Exercise details: The records appear below. Set down exactly each line from the one that contains "middle tip: (518, 348)" through the last, both included.

[Materials provided Boundary: Start]

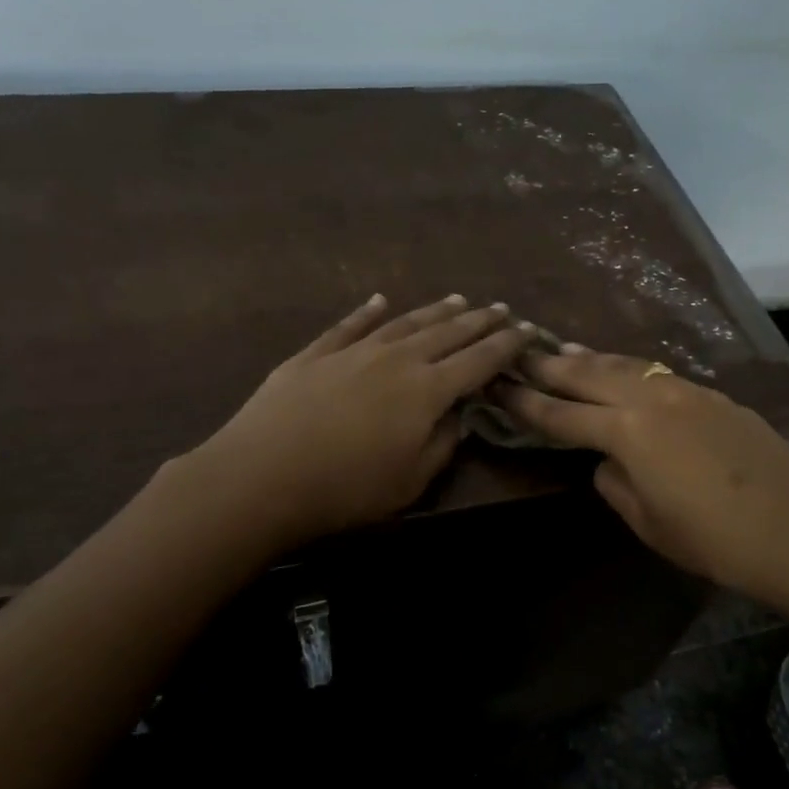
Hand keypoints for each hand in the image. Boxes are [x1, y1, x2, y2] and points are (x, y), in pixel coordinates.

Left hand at [183, 294, 531, 546]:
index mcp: (427, 390)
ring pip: (404, 322)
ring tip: (457, 299)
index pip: (479, 360)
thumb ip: (443, 444)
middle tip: (500, 309)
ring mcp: (354, 351)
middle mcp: (397, 359)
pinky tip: (380, 301)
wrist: (262, 476)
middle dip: (478, 320)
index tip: (526, 330)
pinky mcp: (315, 354)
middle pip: (447, 333)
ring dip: (434, 311)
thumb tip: (460, 415)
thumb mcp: (411, 481)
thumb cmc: (346, 489)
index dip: (506, 345)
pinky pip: (349, 325)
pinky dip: (367, 311)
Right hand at [496, 349, 788, 602]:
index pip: (561, 415)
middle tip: (518, 348)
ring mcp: (685, 391)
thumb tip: (607, 461)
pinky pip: (657, 374)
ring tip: (564, 349)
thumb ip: (615, 483)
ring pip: (625, 365)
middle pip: (588, 374)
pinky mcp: (713, 396)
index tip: (497, 386)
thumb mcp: (648, 522)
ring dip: (589, 358)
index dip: (525, 402)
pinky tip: (624, 372)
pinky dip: (629, 369)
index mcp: (627, 432)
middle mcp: (651, 398)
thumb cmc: (713, 540)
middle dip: (549, 363)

[Materials provided Boundary: End]

Answer for this exercise:
middle tip: (518, 348)
ring mcp: (685, 391)
thumb tip: (607, 461)
pinky pip: (657, 374)
ring tip: (564, 349)
thumb ip: (615, 483)
ring pip: (625, 365)
middle pip: (588, 374)
pinky mcp: (713, 396)
index tip: (497, 386)
thumb mcp: (648, 522)
ring dip: (589, 358)
index dip: (525, 402)
pinky tip: (624, 372)
pinky dip: (629, 369)
index mcp: (627, 432)
middle mcp: (651, 398)
thumb cmc: (713, 540)
middle dip: (549, 363)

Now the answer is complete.